People have bills to pay after all.


TANSTAAFL. Ads are just another way that lunch isn't free. You're welcome to consume all the ad paid content you want and then bitch about it. But it's just like complaining that other things cost money. However we pay for other people's labor, it's a corellary of opposing slavery. The alternative is compelled unpaid labor, or not consuming things. So choose: slavery, poverty, or perform labor to compensate other people for theirs. Sometimes that means waking up at 4am to work in the salt mines, and sometimes it means watching stupid ads. Personally I like having the occasional choice.

Even paid products have ads now. Like Smart TV's, Windows11, etc, ...

> Ads should not exist at all.

> They are psychological, manipulative, influencing tools.

The second paragraph is in my opinion also an accurate description of a very huge amount of people. By your argumentation that ads should not exist at all: shouldn't these people also not exist at all?

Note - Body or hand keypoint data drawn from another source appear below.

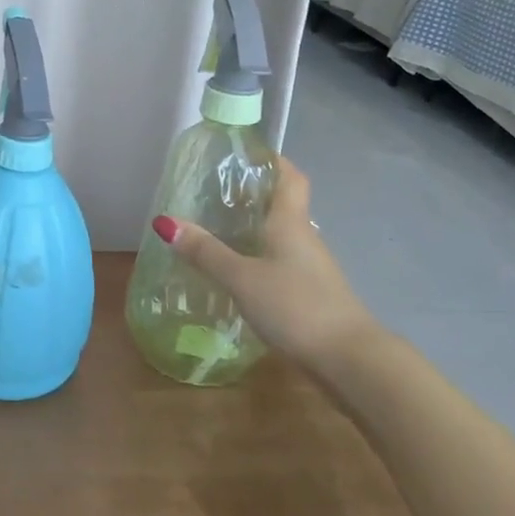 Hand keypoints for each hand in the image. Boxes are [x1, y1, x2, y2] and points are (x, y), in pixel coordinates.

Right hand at [156, 156, 381, 380]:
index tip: (246, 154)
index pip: (289, 176)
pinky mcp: (313, 295)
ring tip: (219, 231)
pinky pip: (283, 265)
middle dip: (254, 196)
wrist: (349, 361)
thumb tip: (164, 221)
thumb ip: (205, 252)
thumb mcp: (242, 278)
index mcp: (290, 222)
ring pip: (282, 237)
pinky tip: (239, 275)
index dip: (272, 160)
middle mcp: (305, 238)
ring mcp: (312, 269)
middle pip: (284, 205)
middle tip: (216, 193)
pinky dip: (261, 260)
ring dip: (256, 231)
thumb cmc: (295, 305) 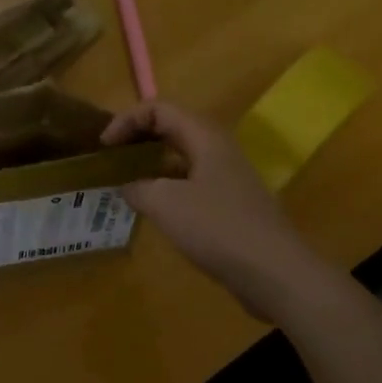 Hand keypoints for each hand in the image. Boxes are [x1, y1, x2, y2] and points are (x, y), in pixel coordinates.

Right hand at [101, 101, 319, 321]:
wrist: (276, 273)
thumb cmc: (218, 228)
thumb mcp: (165, 204)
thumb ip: (138, 188)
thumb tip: (128, 187)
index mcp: (204, 137)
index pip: (158, 108)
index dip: (126, 120)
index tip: (104, 146)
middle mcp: (217, 149)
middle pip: (171, 127)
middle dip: (137, 138)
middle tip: (111, 158)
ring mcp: (227, 177)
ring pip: (181, 156)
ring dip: (150, 163)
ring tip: (124, 182)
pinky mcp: (230, 204)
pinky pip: (190, 182)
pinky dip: (166, 187)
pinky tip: (152, 210) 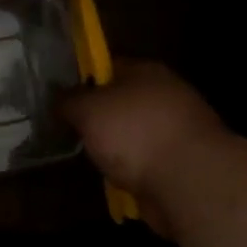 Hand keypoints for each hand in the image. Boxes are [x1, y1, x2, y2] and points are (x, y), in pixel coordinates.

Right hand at [62, 60, 225, 236]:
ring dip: (117, 148)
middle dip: (100, 118)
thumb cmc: (134, 132)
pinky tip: (116, 180)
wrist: (189, 181)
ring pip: (135, 134)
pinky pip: (147, 162)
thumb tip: (58, 98)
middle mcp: (165, 95)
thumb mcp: (87, 109)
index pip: (109, 66)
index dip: (84, 80)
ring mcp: (178, 130)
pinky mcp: (183, 163)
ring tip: (92, 161)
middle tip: (72, 131)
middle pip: (123, 101)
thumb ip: (68, 100)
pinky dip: (133, 171)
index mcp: (146, 71)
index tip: (62, 98) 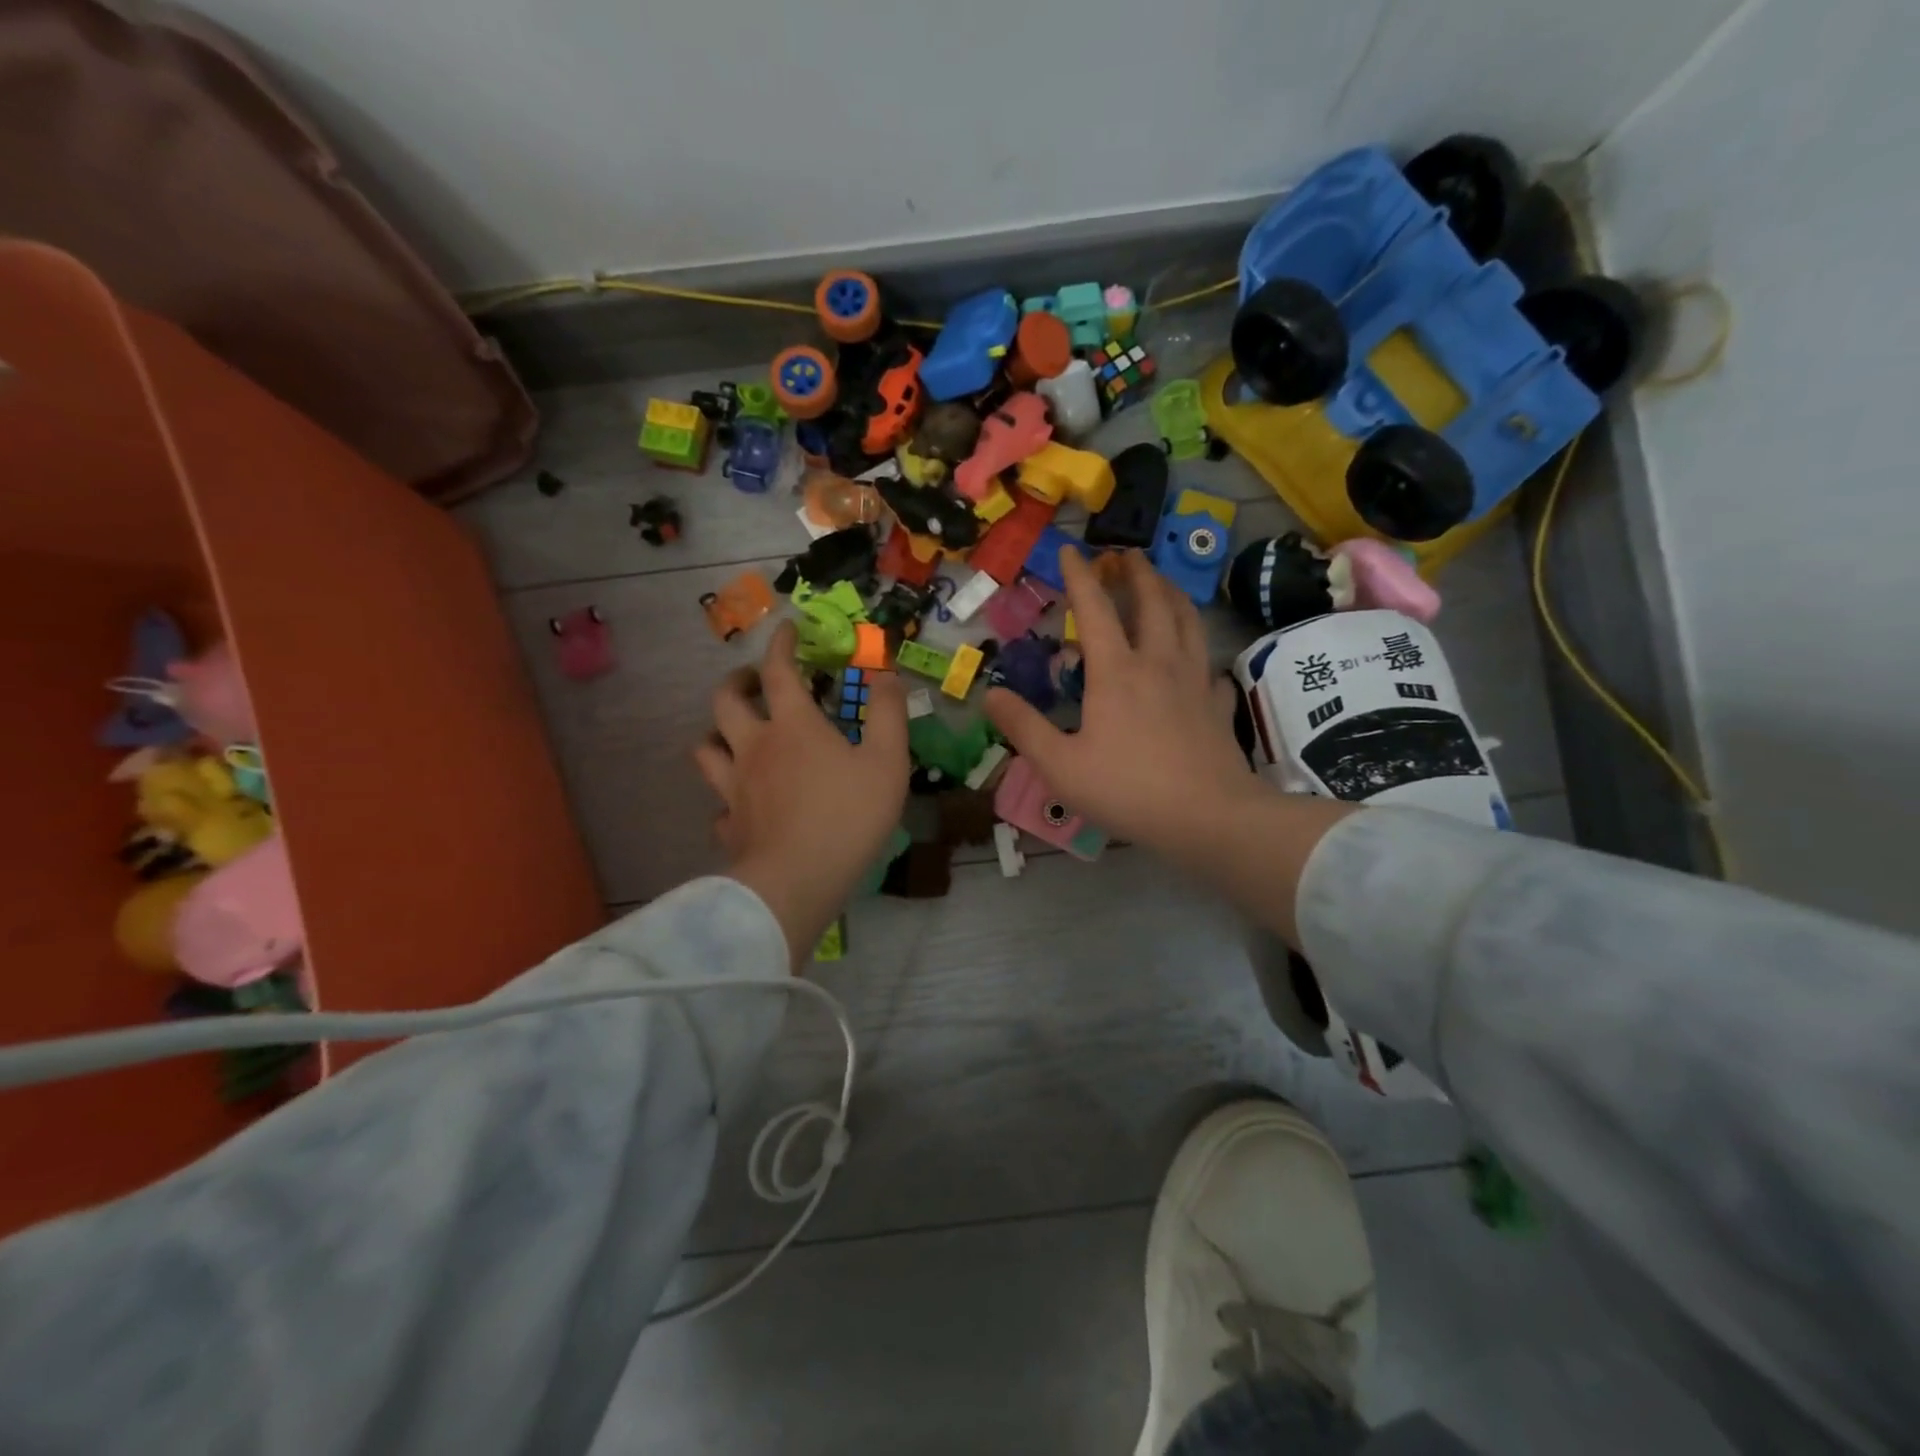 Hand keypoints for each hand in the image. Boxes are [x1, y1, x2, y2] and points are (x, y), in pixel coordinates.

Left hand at [695, 622, 909, 965]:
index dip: (781, 643)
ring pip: (706, 747)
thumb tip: (887, 676)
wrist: (798, 881)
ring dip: (717, 732)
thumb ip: (889, 714)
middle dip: (737, 680)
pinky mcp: (729, 824)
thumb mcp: (888, 761)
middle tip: (753, 680)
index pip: (778, 669)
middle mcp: (754, 747)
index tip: (787, 629)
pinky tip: (741, 804)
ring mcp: (733, 787)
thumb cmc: (849, 816)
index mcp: (792, 725)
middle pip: (725, 700)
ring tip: (734, 734)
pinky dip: (726, 795)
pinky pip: (718, 803)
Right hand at [983, 550, 1263, 857]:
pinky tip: (1200, 665)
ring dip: (1173, 595)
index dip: (1078, 576)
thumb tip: (989, 693)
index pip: (1093, 609)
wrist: (1208, 817)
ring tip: (1164, 585)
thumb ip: (1023, 727)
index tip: (1070, 550)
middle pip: (1152, 601)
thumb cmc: (1127, 790)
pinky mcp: (1219, 706)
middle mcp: (1158, 662)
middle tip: (1126, 555)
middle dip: (1137, 572)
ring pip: (1189, 622)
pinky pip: (1212, 669)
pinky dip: (1202, 656)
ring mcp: (1195, 681)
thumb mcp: (1059, 765)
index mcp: (1116, 671) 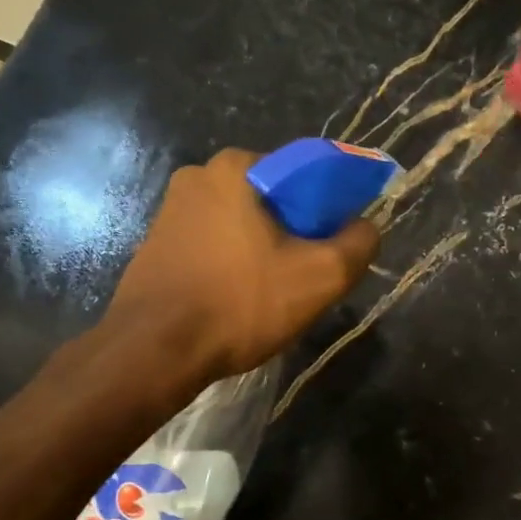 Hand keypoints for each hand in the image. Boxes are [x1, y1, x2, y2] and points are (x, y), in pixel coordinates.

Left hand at [100, 150, 378, 382]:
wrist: (155, 352)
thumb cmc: (241, 303)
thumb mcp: (321, 276)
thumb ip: (359, 243)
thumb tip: (366, 227)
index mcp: (236, 167)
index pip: (305, 173)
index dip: (331, 209)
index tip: (334, 246)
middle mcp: (198, 176)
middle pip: (274, 199)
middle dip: (297, 232)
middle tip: (307, 275)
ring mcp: (171, 210)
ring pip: (244, 224)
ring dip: (266, 251)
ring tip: (274, 294)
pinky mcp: (157, 244)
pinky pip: (215, 244)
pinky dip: (235, 264)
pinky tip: (240, 300)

If you have questions consult São Paulo where they already implemented OPs philosophy.

https://en.wikipedia.org/wiki/Cidade_Limpa


How is a PiHole going to stop native ads on stackexchange?

> Nobody asked for this.

Well... the advertisers did.


No they didn't. Most advertisers are running at negative ROI, but they just have to run ads as they can't risk other companies taking over. Biggest advertisers would be happy if the ads are banned. It's the new and small companies that would find it harder.

I understand that SE needs to make money, but I find it fascinating how voluntary content (both questions, answers and moderation) is being monetised. Should I ask for percentage of ads income when my questions / answers are viewed?

There has to be some price tag associated with running Stack Overflow, but I wonder if it's within the range of something a collective could manage.

More and more I think we need volunteer projects running the things we depend on the most. Community driving email, forums, social networks and Q&A sites like Stack Overflow. A community driven Stack Overflow could still run a job board, or have the C# section be "Sponsored by Microsoft", or run a Jetbrains ad. If you only have to pay for hosting, then you need less ad revenue.


Stack Overflow famously ran on a half-rack of servers, duplicated in two locations for redundancy. This stopped when they got acquired by a cloud company - they were moved into the cloud. But it's clearly both possible and not too expensive.

I see prices around me for $500-ish/month for half-rack colo. Of course you have to bring your own servers if using this option.


If they'd protected their knowledge from AI crawlers before it was too late, they might stand a chance, but in this climate, they're just adding nails to their coffin.

Very weird writing trying to convey that the ads are at the same time indistinguishable from the useful content and clearly distinguishable from it

lol, more garbage I'll never see thanks to uBlock Origin, which everyone should be using at this point.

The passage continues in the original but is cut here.